Exercise instructions:
Lines from the one containing "Which roads connect" through the final line of the entries below: reproduce them exactly, all of them and only them.

Data provided:
=======

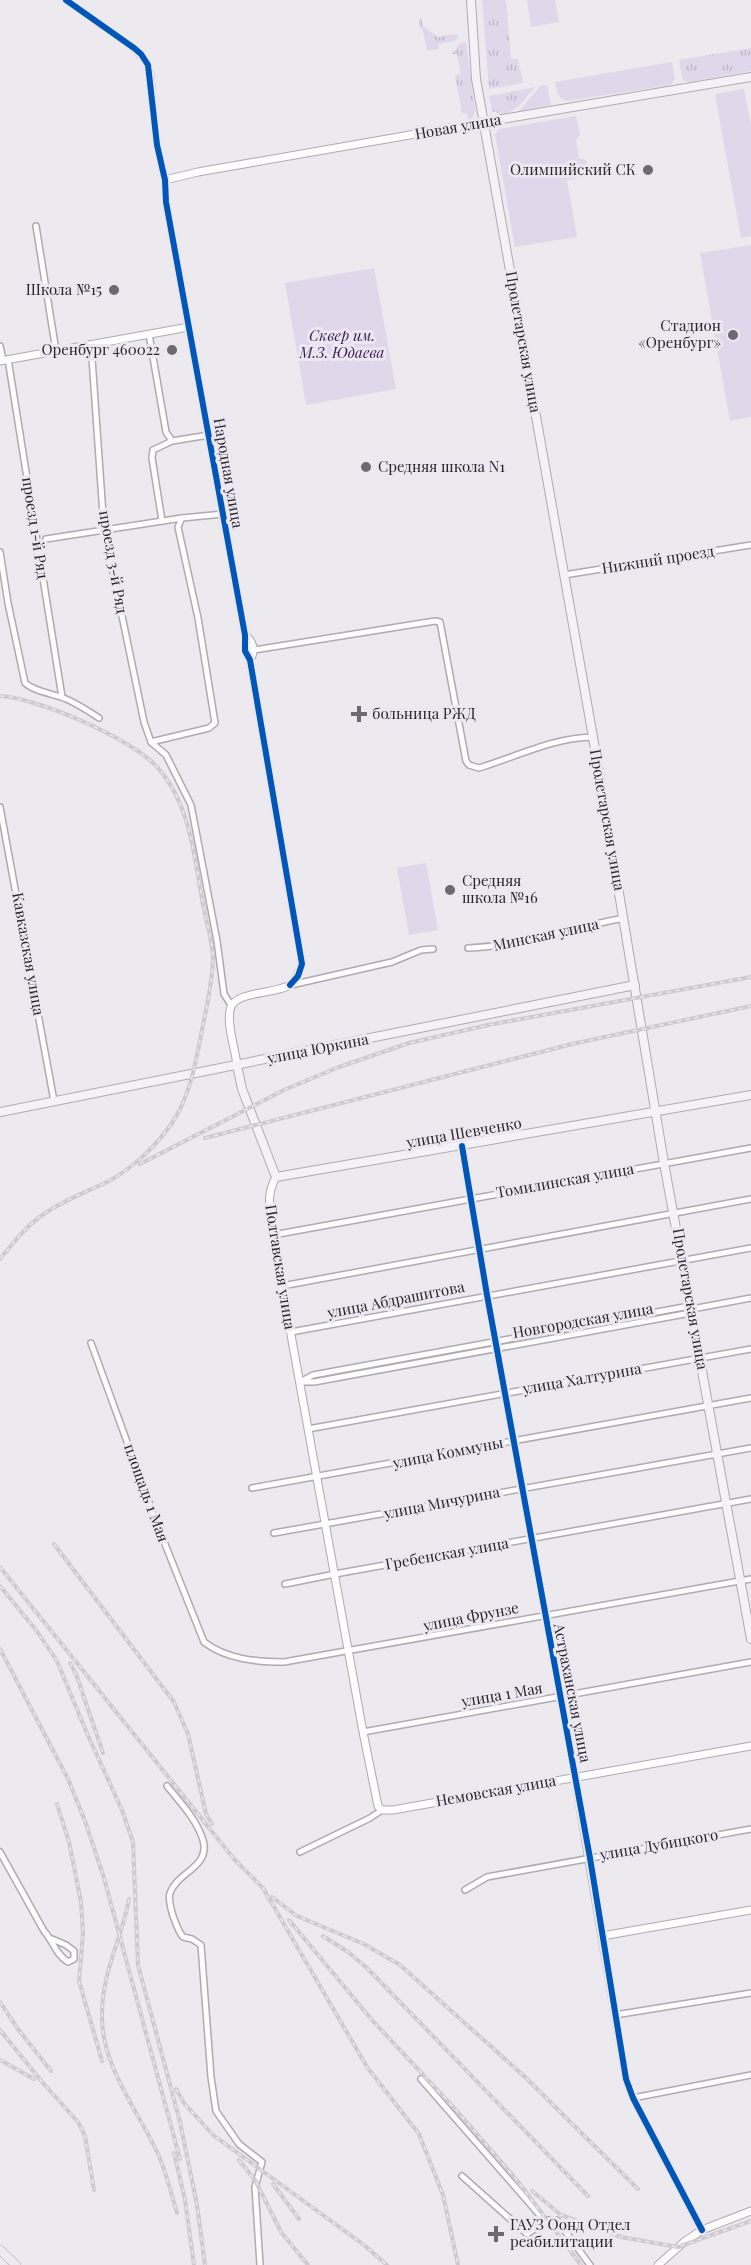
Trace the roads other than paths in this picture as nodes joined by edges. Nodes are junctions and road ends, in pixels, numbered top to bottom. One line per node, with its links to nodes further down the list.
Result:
1 (66, 0): 5 (street, Народная улица)
2 (471, 0): 4 (main road, Пролетарская улица)
3 (751, 77): 4 (main road, Новая улица)
4 (484, 123): 5 (street, Новая улица); 22 (main road, Пролетарская улица)
5 (165, 180): 7 (street, Народная улица)
6 (36, 226): 11 (street)
7 (189, 327): 8 (street); 13 (street, Народная улица)
8 (149, 334): 9 (street); 14 (street)
9 (92, 344): 11 (street); 18 (street, проезд 3-й Ряд)
10 (0, 346): 12 (street, проезд 1-й Ряд)
11 (56, 351): 12 (street)
12 (3, 360): 26 (street, проезд 1-й Ряд)
13 (209, 435): 14 (street); 15 (street, Народная улица)
14 (172, 441): 17 (street)
15 (223, 514): 16 (street); 23 (street, Народная улица)
16 (182, 518): 17 (street); 29 (street)
17 (162, 521): 18 (street)
18 (104, 529): 19 (street); 29 (street, проезд 3-й Ряд)
19 (45, 539)
20 (751, 545): 22 (street, Нижний проезд)
21 (0, 552): 26 (street)
22 (564, 575): 28 (main road, Пролетарская улица)
23 (245, 635): 24 (street, Народная улица); 25 (street, Народная улица)
24 (254, 650): 25 (street); 28 (street)
25 (250, 660): 34 (street, Народная улица)
26 (62, 697): 27 (street)
27 (99, 718)
28 (593, 737): 31 (main road, Пролетарская улица)
29 (151, 742): 36 (street)
30 (0, 807): 39 (street, Кавказская улица)
31 (624, 918): 32 (street, Минская улица); 35 (main road, Пролетарская улица)
32 (468, 948)
33 (433, 949): 34 (street)
34 (290, 985): 36 (street)
35 (635, 985): 37 (main road, улица Юркина); 40 (main road, Пролетарская улица)
36 (231, 1005): 37 (street)
37 (237, 1065): 39 (main road, улица Юркина); 45 (main road)
38 (751, 1095): 40 (main road, улица Шевченко)
39 (54, 1101): 41 (main road, улица Юркина)
40 (656, 1111): 42 (main road, улица Шевченко); 44 (main road, Пролетарская улица)
41 (0, 1112)
42 (462, 1146): 45 (main road, улица Шевченко); 46 (street, Астраханская улица)
43 (751, 1148): 44 (street, Томилинская улица)
44 (664, 1163): 46 (street, Томилинская улица); 48 (main road, Пролетарская улица)
45 (276, 1177): 49 (street, Полтавская улица)
46 (471, 1198): 49 (street, Томилинская улица); 50 (street, Астраханская улица)
47 (751, 1199): 48 (street)
48 (674, 1212): 50 (street); 52 (main road, Пролетарская улица)
49 (273, 1235): 53 (street, Полтавская улица)
50 (479, 1248): 53 (street); 54 (street, Астраханская улица)
51 (751, 1248): 52 (street, улица Абдрашитова)
52 (682, 1260): 54 (street, улица Абдрашитова); 56 (main road, Пролетарская улица)
53 (282, 1286): 57 (street, Полтавская улица)
54 (487, 1295): 57 (street, улица Абдрашитова); 58 (street, Астраханская улица)
55 (751, 1298): 56 (street, Новгородская улица)
56 (692, 1309): 58 (street, Новгородская улица); 60 (street, Новгородская улица); 62 (main road, Пролетарская улица)
57 (291, 1332): 63 (street, Полтавская улица)
58 (495, 1341): 60 (street, Астраханская улица); 63 (street, Новгородская улица)
59 (91, 1343): 85 (street, площадь 1 Мая)
60 (497, 1348): 63 (street, Новгородская улица); 64 (street, Астраханская улица)
61 (751, 1349): 62 (street, улица Халтурина)
62 (701, 1358): 64 (street, улица Халтурина); 66 (main road, Пролетарская улица)
63 (300, 1382): 67 (street, Полтавская улица)
64 (505, 1392): 67 (street, улица Халтурина); 68 (street, Астраханская улица)
65 (751, 1398): 66 (street, улица Коммуны)
66 (709, 1406): 68 (street, улица Коммуны); 70 (main road, Пролетарская улица)
67 (308, 1429): 71 (street, Полтавская улица)
68 (514, 1441): 71 (street, улица Коммуны); 72 (street, Астраханская улица)
69 (751, 1448): 70 (street, улица Мичурина)
70 (718, 1453): 72 (street, улица Мичурина); 75 (main road, Пролетарская улица)
71 (316, 1478): 73 (street, улица Коммуны); 76 (street, Полтавская улица)
72 (523, 1487): 76 (street, улица Мичурина); 78 (street, Астраханская улица)
73 (252, 1488)
74 (751, 1499): 75 (street, Гребенская улица)
75 (727, 1504): 78 (street, Гребенская улица); 81 (main road, Пролетарская улица)
76 (326, 1524): 77 (street, улица Мичурина); 79 (street, Полтавская улица)
77 (274, 1533)
78 (532, 1539): 79 (street, Гребенская улица); 83 (street, Астраханская улица)
79 (335, 1574): 82 (street, Гребенская улица); 86 (street, Полтавская улица)
80 (751, 1579): 81 (street, улица Фрунзе)
81 (741, 1581): 83 (street, улица Фрунзе); 84 (main road, Пролетарская улица)
82 (285, 1584)
83 (545, 1615): 86 (street, улица Фрунзе); 88 (street, Астраханская улица)
84 (751, 1639)
85 (204, 1642): 86 (street, улица Фрунзе)
86 (349, 1652): 89 (street, Полтавская улица)
87 (751, 1662): 88 (street, улица 1 Мая)
88 (561, 1697): 89 (street, улица 1 Мая); 91 (street, Астраханская улица)
89 (363, 1732): 93 (street, Полтавская улица)
90 (751, 1746): 91 (street, Немовская улица)
91 (576, 1777): 93 (street, Немовская улица); 97 (street, Астраханская улица)
92 (167, 1786): 113 (street)
93 (382, 1810): 96 (street)
94 (751, 1829): 97 (street, улица Дубицкого)
95 (0, 1852): 101 (street)
96 (300, 1852)
97 (590, 1858): 98 (street, улица Дубицкого); 100 (street, Астраханская улица)
98 (465, 1890)
99 (751, 1910): 100 (street)
100 (603, 1936): 103 (street, Астраханская улица)
101 (52, 1939): 101 (street)
102 (751, 1993): 103 (street)
103 (615, 2015): 106 (street, Астраханская улица)
104 (751, 2075): 106 (street)
105 (421, 2079): 109 (street)
106 (633, 2098): 110 (street, Астраханская улица)
107 (462, 2176): 109 (street)
108 (751, 2211): 110 (street)
109 (545, 2221): 114 (street)
110 (702, 2230): 115 (street)
111 (1, 2254): 112 (main road)
112 (16, 2265)
113 (260, 2265)
114 (590, 2265)
115 (658, 2265)

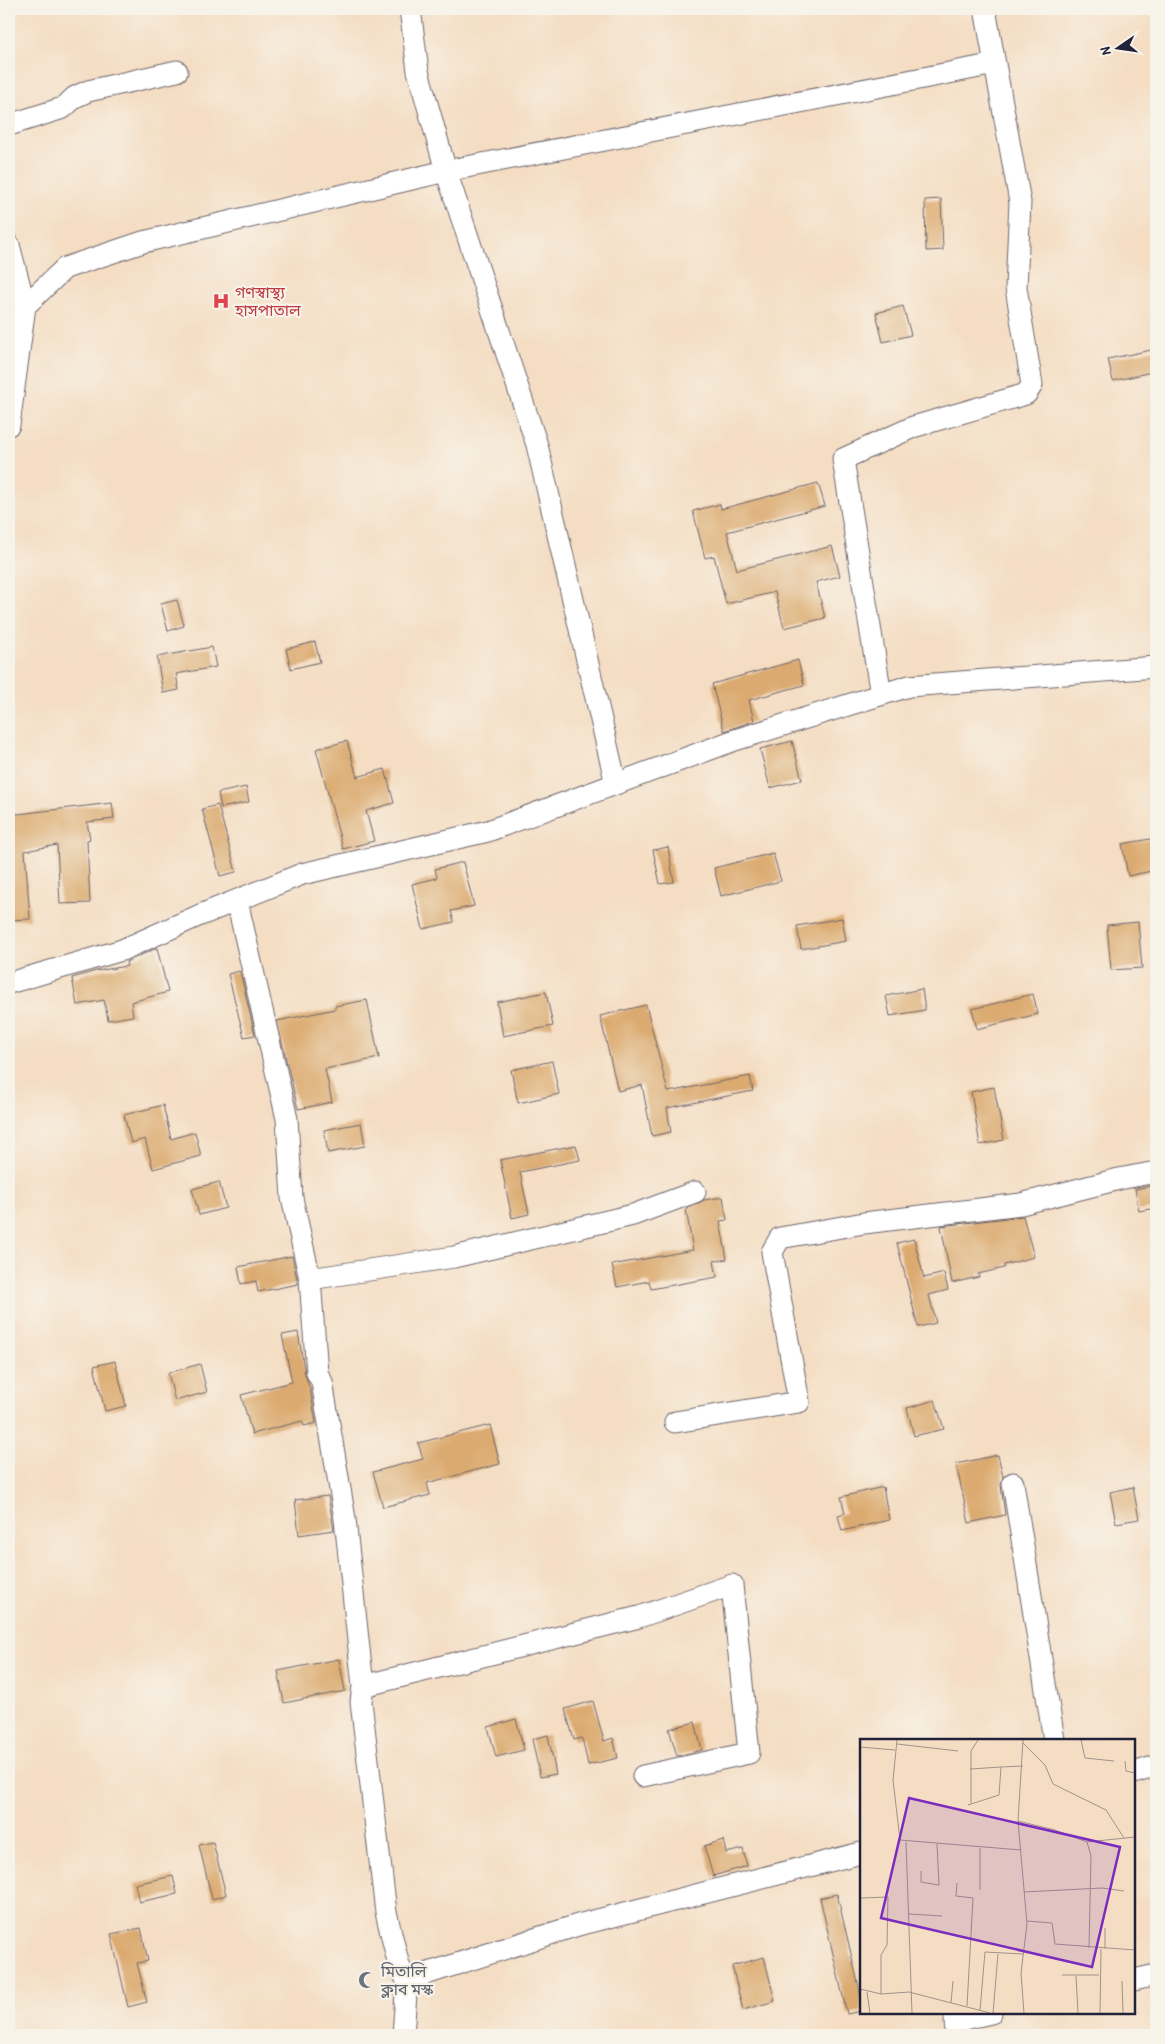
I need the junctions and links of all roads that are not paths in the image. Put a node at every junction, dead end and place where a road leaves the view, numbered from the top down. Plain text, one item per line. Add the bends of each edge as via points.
1 (410, 9) edge
2 (985, 9) edge
3 (995, 64) junction
4 (177, 71) dead end
5 (9, 125) edge
6 (446, 171) junction
7 (9, 245) edge
8 (25, 306) junction
9 (9, 426) edge
10 (1156, 667) edge
11 (880, 695) junction
12 (616, 784) junction
13 (237, 901) junction
14 (9, 983) edge
15 (1156, 1172) edge
16 (695, 1192) dead end
17 (310, 1279) junction
18 (675, 1422) dead end
19 (1013, 1483) dead end
20 (363, 1686) junction
21 (1054, 1739) edge
22 (1156, 1766) edge
23 (1135, 1773) edge
24 (643, 1776) dead end
25 (860, 1853) edge
26 (1156, 1975) edge
27 (407, 1980) junction
28 (1135, 1980) edge
29 (986, 2014) edge
30 (403, 2035) edge
31 (956, 2035) edge

1 - 6 street via 418,71
2 - 3 street
3 - 6 street
3 - 11 street via 1020,202 1016,288 1032,385 1026,394 913,426 843,459
4 - 5 street via 88,92 74,97 63,108
6 - 8 street via 143,242 65,268
6 - 12 street via 536,445
7 - 8 street
8 - 9 street
10 - 11 street via 909,686
11 - 12 street via 735,740
12 - 13 street via 488,831 302,874
13 - 14 street via 122,950
13 - 17 street via 287,1119 292,1198
15 - 18 street via 1021,1204 864,1223 780,1238 772,1252 800,1402
16 - 17 street via 634,1215 462,1255
17 - 20 street via 317,1373 322,1382 345,1519
19 - 21 street
20 - 24 street via 639,1617 732,1585 749,1753
20 - 27 street via 361,1702 386,1912 399,1966
22 - 23 street
25 - 27 street via 578,1926
26 - 28 street
27 - 30 street
29 - 31 street via 955,2021

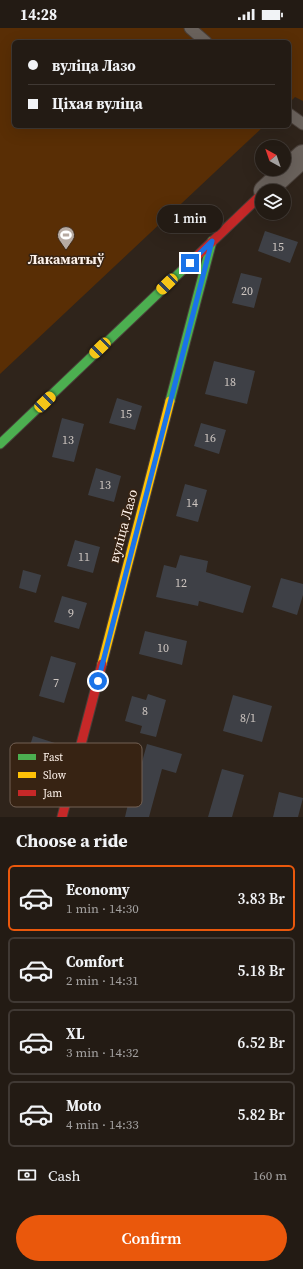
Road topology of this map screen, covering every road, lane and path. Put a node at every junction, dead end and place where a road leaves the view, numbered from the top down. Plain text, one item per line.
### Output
1 (190, 28) edge
2 (204, 40) edge
3 (291, 115) edge
4 (303, 124) edge
5 (303, 156) edge
6 (273, 184) edge
7 (255, 201) edge
8 (212, 241) junction
9 (0, 444) edge
10 (81, 743) edge
11 (65, 807) edge
12 (62, 817) edge

1 - 2 lane
3 - 4 lane
5 - 6 street
7 - 8 street
8 - 9 street
8 - 10 street, вуліца Лазо
11 - 12 street, вуліца Лазо

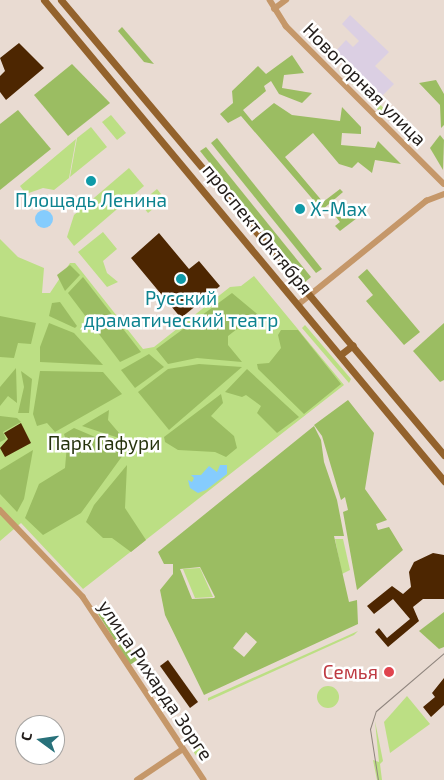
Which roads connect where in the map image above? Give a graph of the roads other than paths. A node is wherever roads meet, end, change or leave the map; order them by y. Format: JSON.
{"nodes":[{"id":1,"x":44,"y":0,"type":"edge"},
{"id":2,"x":61,"y":0,"type":"edge"},
{"id":3,"x":270,"y":0,"type":"edge"},
{"id":4,"x":286,"y":0,"type":"edge"},
{"id":5,"x":274,"y":9,"type":"junction"},
{"id":6,"x":444,"y":184,"type":"edge"},
{"id":7,"x":444,"y":194,"type":"edge"},
{"id":8,"x":274,"y":251,"type":"junction"},
{"id":9,"x":262,"y":260,"type":"junction"},
{"id":10,"x":310,"y":295,"type":"junction"},
{"id":11,"x":299,"y":304,"type":"junction"},
{"id":12,"x":353,"y":345,"type":"junction"},
{"id":13,"x":340,"y":355,"type":"junction"},
{"id":14,"x":444,"y":455,"type":"edge"},
{"id":15,"x":444,"y":481,"type":"edge"},
{"id":16,"x":0,"y":510,"type":"edge"},
{"id":17,"x":183,"y":749,"type":"junction"},
{"id":18,"x":137,"y":780,"type":"edge"},
{"id":19,"x":204,"y":780,"type":"edge"}],
"edges":[{"from":1,"to":9,"type":"main road","name":"проспект Октября"},
{"from":2,"to":8,"type":"main road","name":"проспект Октября"},
{"from":3,"to":5,"type":"street","name":"Новогорная улица"},
{"from":4,"to":5,"type":"street"},
{"from":5,"to":6,"type":"street","name":"Новогорная улица"},
{"from":7,"to":10,"type":"street"},
{"from":8,"to":9,"type":"main road"},
{"from":8,"to":10,"type":"main road","name":"проспект Октября"},
{"from":9,"to":11,"type":"main road","name":"проспект Октября"},
{"from":10,"to":11,"type":"street"},
{"from":10,"to":12,"type":"main road","name":"проспект Октября"},
{"from":11,"to":13,"type":"main road","name":"проспект Октября"},
{"from":12,"to":13,"type":"main road"},
{"from":12,"to":14,"type":"main road","name":"проспект Октября"},
{"from":13,"to":15,"type":"main road","name":"проспект Октября"},
{"from":16,"to":17,"type":"street","name":"улица Рихарда Зорге"},
{"from":17,"to":18,"type":"street"},
{"from":17,"to":19,"type":"street","name":"улица Рихарда Зорге"}]}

=======

Written solution:
Which roads connect where in the map image above? Give a graph of the roads other than paths. A node is wherever roads meet, end, change or leave the map; order them by y. Format: JSON.
{"nodes":[{"id":1,"x":44,"y":0,"type":"edge"},
{"id":2,"x":61,"y":0,"type":"edge"},
{"id":3,"x":270,"y":0,"type":"edge"},
{"id":4,"x":286,"y":0,"type":"edge"},
{"id":5,"x":274,"y":9,"type":"junction"},
{"id":6,"x":444,"y":184,"type":"edge"},
{"id":7,"x":444,"y":194,"type":"edge"},
{"id":8,"x":274,"y":251,"type":"junction"},
{"id":9,"x":262,"y":260,"type":"junction"},
{"id":10,"x":310,"y":295,"type":"junction"},
{"id":11,"x":299,"y":304,"type":"junction"},
{"id":12,"x":353,"y":345,"type":"junction"},
{"id":13,"x":340,"y":355,"type":"junction"},
{"id":14,"x":444,"y":455,"type":"edge"},
{"id":15,"x":444,"y":481,"type":"edge"},
{"id":16,"x":0,"y":510,"type":"edge"},
{"id":17,"x":183,"y":749,"type":"junction"},
{"id":18,"x":137,"y":780,"type":"edge"},
{"id":19,"x":204,"y":780,"type":"edge"}],
"edges":[{"from":1,"to":9,"type":"main road","name":"проспект Октября"},
{"from":2,"to":8,"type":"main road","name":"проспект Октября"},
{"from":3,"to":5,"type":"street","name":"Новогорная улица"},
{"from":4,"to":5,"type":"street"},
{"from":5,"to":6,"type":"street","name":"Новогорная улица"},
{"from":7,"to":10,"type":"street"},
{"from":8,"to":9,"type":"main road"},
{"from":8,"to":10,"type":"main road","name":"проспект Октября"},
{"from":9,"to":11,"type":"main road","name":"проспект Октября"},
{"from":10,"to":11,"type":"street"},
{"from":10,"to":12,"type":"main road","name":"проспект Октября"},
{"from":11,"to":13,"type":"main road","name":"проспект Октября"},
{"from":12,"to":13,"type":"main road"},
{"from":12,"to":14,"type":"main road","name":"проспект Октября"},
{"from":13,"to":15,"type":"main road","name":"проспект Октября"},
{"from":16,"to":17,"type":"street","name":"улица Рихарда Зорге"},
{"from":17,"to":18,"type":"street"},
{"from":17,"to":19,"type":"street","name":"улица Рихарда Зорге"}]}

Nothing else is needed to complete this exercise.